04 de janeiro de 2019


domingo, 23 de dezembro de 2018

Popeye vai ser papai?

Sei lá por que cargas d'água me veio Popeye hoje à memória - o elo mais forte que encontrei foi rever um amigo cuja última vez o vira no chá de bebê de um amigo em comum. Popeye sequer era dos meus desenhos favoritos. Mas veio, e justo na hora do banho, quando parece que minha mente trabalha em ritmo alucinado fazendo conexões aleatórias e tendo insights fenomenais - muitos dos quais irão pelo ralo assim que eu desligar o chuveiro.
A escolha de uma marinheiro para personagem de desenho infantil não deixa de ser curioso: ainda que utilizado (como vi na Wikipedia) para propaganda de guerra durante os anos 1940, trata-se de um marinheiro civil e não militar, ou seja, a escória da sociedade: pessoas não-família (pela própria natureza do trabalho), pouco instruídas - brutas -, "pederastas" (como n'O Bom Crioulo), tatuadas - vale lembrar que até meio século atrás, além de marinheiros, apenas presidiários, mafiosos da Yakusa e povos primitivos se tatuavam. Ademais, vinha um marinheiro ensinar não apenas virilidade, mas da importância de se comer vegetais - apesar que seu espinafre soava mais um anabolizante de efeito imediato para bater nos fortões (winners?) da vida que uma salada (vi que há uma versão atual, com apito no lugar do pito e espinafre orgânico). A própria Olívia Palito, era o contrário do padrão de beleza da época (sua forma palito tornou hypster-up-to-date apenas no último quarto de século).
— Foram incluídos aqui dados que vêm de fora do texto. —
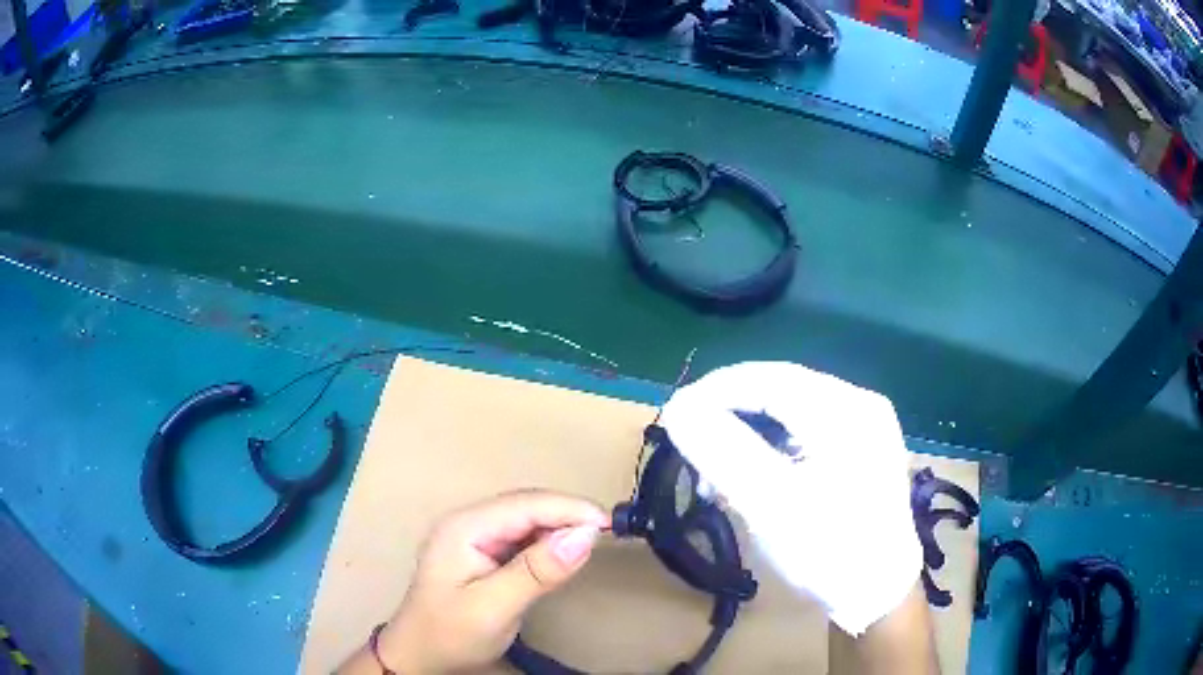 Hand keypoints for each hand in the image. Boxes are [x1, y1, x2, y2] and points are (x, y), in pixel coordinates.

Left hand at [374, 489, 609, 673]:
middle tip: (604, 535)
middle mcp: (468, 522)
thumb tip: (585, 536)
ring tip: (589, 543)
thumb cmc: (450, 634)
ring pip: (527, 519)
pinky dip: (547, 542)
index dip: (568, 509)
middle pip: (526, 506)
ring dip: (559, 527)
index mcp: (464, 527)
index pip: (524, 504)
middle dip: (566, 515)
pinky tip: (561, 555)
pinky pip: (522, 537)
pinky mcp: (482, 552)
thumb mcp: (494, 607)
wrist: (420, 657)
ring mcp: (473, 536)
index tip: (608, 524)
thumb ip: (537, 572)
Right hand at [658, 362, 921, 635]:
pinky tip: (752, 474)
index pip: (768, 378)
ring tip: (715, 469)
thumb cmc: (829, 552)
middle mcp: (859, 405)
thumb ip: (725, 452)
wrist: (877, 595)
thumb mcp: (772, 505)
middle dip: (729, 414)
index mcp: (847, 410)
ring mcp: (864, 427)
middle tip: (690, 446)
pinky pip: (804, 432)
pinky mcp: (860, 451)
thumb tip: (679, 407)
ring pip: (789, 411)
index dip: (714, 390)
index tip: (673, 416)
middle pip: (780, 391)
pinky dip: (770, 447)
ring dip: (746, 432)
A lembrança que trouxe Popeye à baila, contudo, foi da música tema. Mais especificamente, da letra que, na minha infância, cantávamos a partir desse tema: "Olívia vai ter neném, Popeye vai ser papai, o Brutus vai ser titio, ô lê lê, e viva o marinheiro Popeye!" (pesquisando achei uma tenebrosa versão atribuída à Eliana que mais parece que alguém fez para queimar a imagem da apresentadora infantil, mas parece que é de verdade a versão). O que fiquei matutando no banho foi: por que diabos o viva tem que ser pro Popeye? Que ele fez demais para merecer as vivas e não a mãe, que está ali, com suas finas pernas, sustentando outro ser.
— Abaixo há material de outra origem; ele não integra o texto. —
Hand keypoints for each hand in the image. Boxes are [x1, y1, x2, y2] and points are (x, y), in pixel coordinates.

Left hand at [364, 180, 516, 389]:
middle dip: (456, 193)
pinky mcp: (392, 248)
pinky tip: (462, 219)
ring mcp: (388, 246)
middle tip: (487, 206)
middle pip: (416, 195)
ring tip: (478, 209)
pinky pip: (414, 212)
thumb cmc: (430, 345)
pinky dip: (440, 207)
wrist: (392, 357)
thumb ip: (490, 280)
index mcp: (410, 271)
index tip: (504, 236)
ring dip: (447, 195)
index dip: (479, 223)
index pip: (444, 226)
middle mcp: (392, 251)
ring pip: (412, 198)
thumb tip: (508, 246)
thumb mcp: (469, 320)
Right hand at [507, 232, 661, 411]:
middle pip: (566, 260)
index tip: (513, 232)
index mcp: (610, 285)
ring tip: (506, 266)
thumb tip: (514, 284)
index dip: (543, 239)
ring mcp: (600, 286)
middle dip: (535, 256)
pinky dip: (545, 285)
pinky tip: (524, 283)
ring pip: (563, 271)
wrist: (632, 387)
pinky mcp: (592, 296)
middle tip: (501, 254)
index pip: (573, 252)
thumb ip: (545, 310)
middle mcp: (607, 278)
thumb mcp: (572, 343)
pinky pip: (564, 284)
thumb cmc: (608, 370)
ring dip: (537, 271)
Ainda que no meu círculo de amigos os pais sejam ponta firme, dos que cuidam de verdade, trocam fralda, põe a criança para dormir, dão bronca, banho e brincam, me consta que sejam exceções à regra, predominando, entre os pais "presentes" (numa acepção bem lata), os "pais de selfie", que ficam só com a parte do brincar e mostrar pros amigos (e, não raro, xingar a mãe pro filho), isso quando não são pais-fantasmas. Ainda que esses meus amigos mereçam elogios, não me parece que mereçam vivas - tentar ser bom pai deveria ser obrigação, como tentar ser boa mãe, dentro das possibilidades e erros da paternidade e maternidade. O filho de Popeye e Olívia sequer nasceu para darmos vivas pelos bons préstimos do marinheiro de cara torta no cuidado e educação do filho. Seria, talvez, porque Popeye tinha disfunção erétil (efeitos colaterais do fumo), e mesmo sem Viagra conseguiu fecundar Olívia, é por isso o viva?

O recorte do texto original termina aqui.